Wow or WOAH factor?

Andy examines quantity versus quality, and asks why your garage might make customers say “WOAH when you want them to say “WOW!”

By Andy Savva |

Published:  22 September, 2020

Do you work in a quality business? Or a quantity business? Is it possible to have a garage business that has both? How do we define quality for that matter? You see everyone’s perception of quality is different, which makes it difficult to work towards a particular grade of quality.
    
If you examine the excellence and quality movements in detail as I have in the last 15 years or so, you will see that what the really offer is to turn back the clock, applying the standards of bygone days to today’s profit-based material age. The premise is that if you get back to product or service supremacy through quality you cannot fail. Sadly, it is an entirely false premise.
    
Customer satisfaction is no longer enough.
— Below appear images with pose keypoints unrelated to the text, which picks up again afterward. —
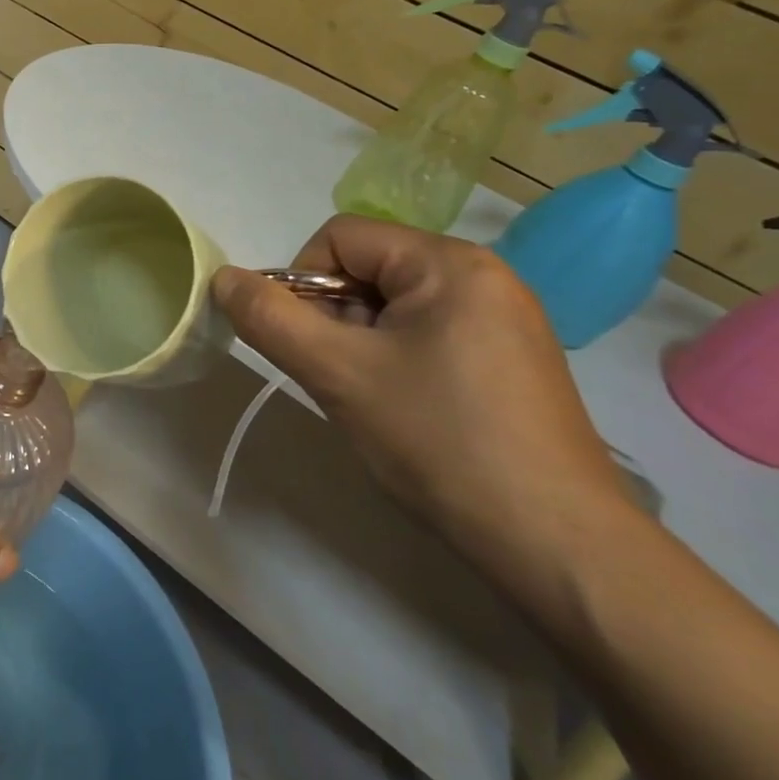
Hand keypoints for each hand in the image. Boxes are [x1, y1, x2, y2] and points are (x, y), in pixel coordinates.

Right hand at [212, 215, 632, 589]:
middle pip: (368, 267)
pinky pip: (427, 332)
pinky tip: (405, 408)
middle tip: (339, 376)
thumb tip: (223, 278)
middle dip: (334, 315)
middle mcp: (483, 275)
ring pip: (394, 304)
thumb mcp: (337, 372)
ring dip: (361, 340)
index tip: (309, 344)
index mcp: (449, 263)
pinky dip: (395, 358)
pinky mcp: (511, 358)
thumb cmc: (439, 440)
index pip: (340, 236)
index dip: (303, 282)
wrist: (555, 542)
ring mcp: (504, 318)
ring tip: (371, 398)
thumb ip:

Satisfied customers are not loyal customers. They shop around – they may like you, but not enough to resist the temptations of your competitors. Truly loyal customers can’t imagine doing business with anyone else. They become advocates for your garage.
    
Companies who have such customers have managed to create a customer experience that is consistent, intentional, differentiated, and valuable. To do this they use all aspects of the business, marketing, operations, and the most important factor the human element.

Superior service
You could have a quality product or service but if not matched with a superior WOW factor service experience you have no hope in succeeding. Let me give you an example, Curry’s sell quality products, yet the service in most cases and what I have experienced is really lacking. These stores are huge, selling hundreds of lines yet hardly anyone works in them, and if you do find someone to assist you they have very little product knowledge.
    
Now, take off your business hat and ask yourself, as a consumer, how many genuine quality businesses do you know? If you can think of one, perhaps even two or three, where you are constantly and consistently super-impressed, not just with what they do but how they do it, you are doing well. You have seen the WOW factor at work. You may even have glimpsed a miracle. My guess is that you will be thinking of a business that puts its relationship-building substantially in front of making the next sale.
    
These are the kind of businesses that share one of my philosophies about customers: that it’s far better to concentrate on what you do for customers than what you do to customers. Despite all the new technology, and the mind-blowing rise of call centres which in my view do very little in increasing the customer experience and other magic customer service-enhancing devices, companies still frequently fail their customers.
    
The reason is not so often that the computer system has gone down, although that happens frequently enough!) it is mostly because the culture, philosophy and ideals do not exist. When this happens, it’s a people issue.

People power
For those involved in selling, and that’s what we do in our garage businesses, this is a mammoth task. Selling has, it seems, been quantity-driven since time began; but, in the last 20 years, it has become quantity-obsessed. This obsession has, in my view, led to practices and standards in our garage sector that can barely be justified. There is no mitigation. We are all to blame. We have all seen the £99 service, MOT, three-course meal and the kitchen sink deal. Someone please explain to me how anyone can charge so little and offer a quality WOW Factor experience?
    
Given the choice – and they will be – no customer in their right mind would want to deal with a person driven by quantity objectives. Customers already know that, so often, quantity objectives work against quality objectives. Look at the classic high-commission businesses and the reputation they have: double-glazing or perhaps even office equipment. There are many more, including, sadly in our garage sector.

What next?
Find where you and your business are, and remember it well. If you do nothing to give your customers the WOW Factor, the future has some difficult and frightening times ahead, times of uncertainty and high risk.
    
Far be it for me to put the fear of God into you about the future, but that’s exactly what I think might need to happen. I, and many others before me, have pointed to change being the cause of this fear. Not just change itself, but its rate and frequency and scope. In such circumstances you must look to make yourself and your business stronger, more resilient. I have two suggestions for this.
    
The first lies in your business process, I witness so many garages lack of processes that do not consider the customer journey and the impact it has on them.
    
The second lies in the quality objectives you need to create that are understood and breathed by everyone in your business.  For one aspect of the quantity/quality discussion we have not considered is this; quantity only builds immediate sales; quality builds friends. Friends, in the long term, build greater quantity, which yields the miracles that create the WOW factor.
    
Lastly, just before I end this article, Id like to point something out. It may seem obvious, but don’t look for a switch. There isn’t one. You can’t turn a miracle on. There is nothing anyone can flick to change your environment from quantity driven to customer driven. It is truly a pendulum. The only thing you need to know about this pendulum is that its relentless: It was for me running my last garage business it was actually unstoppable.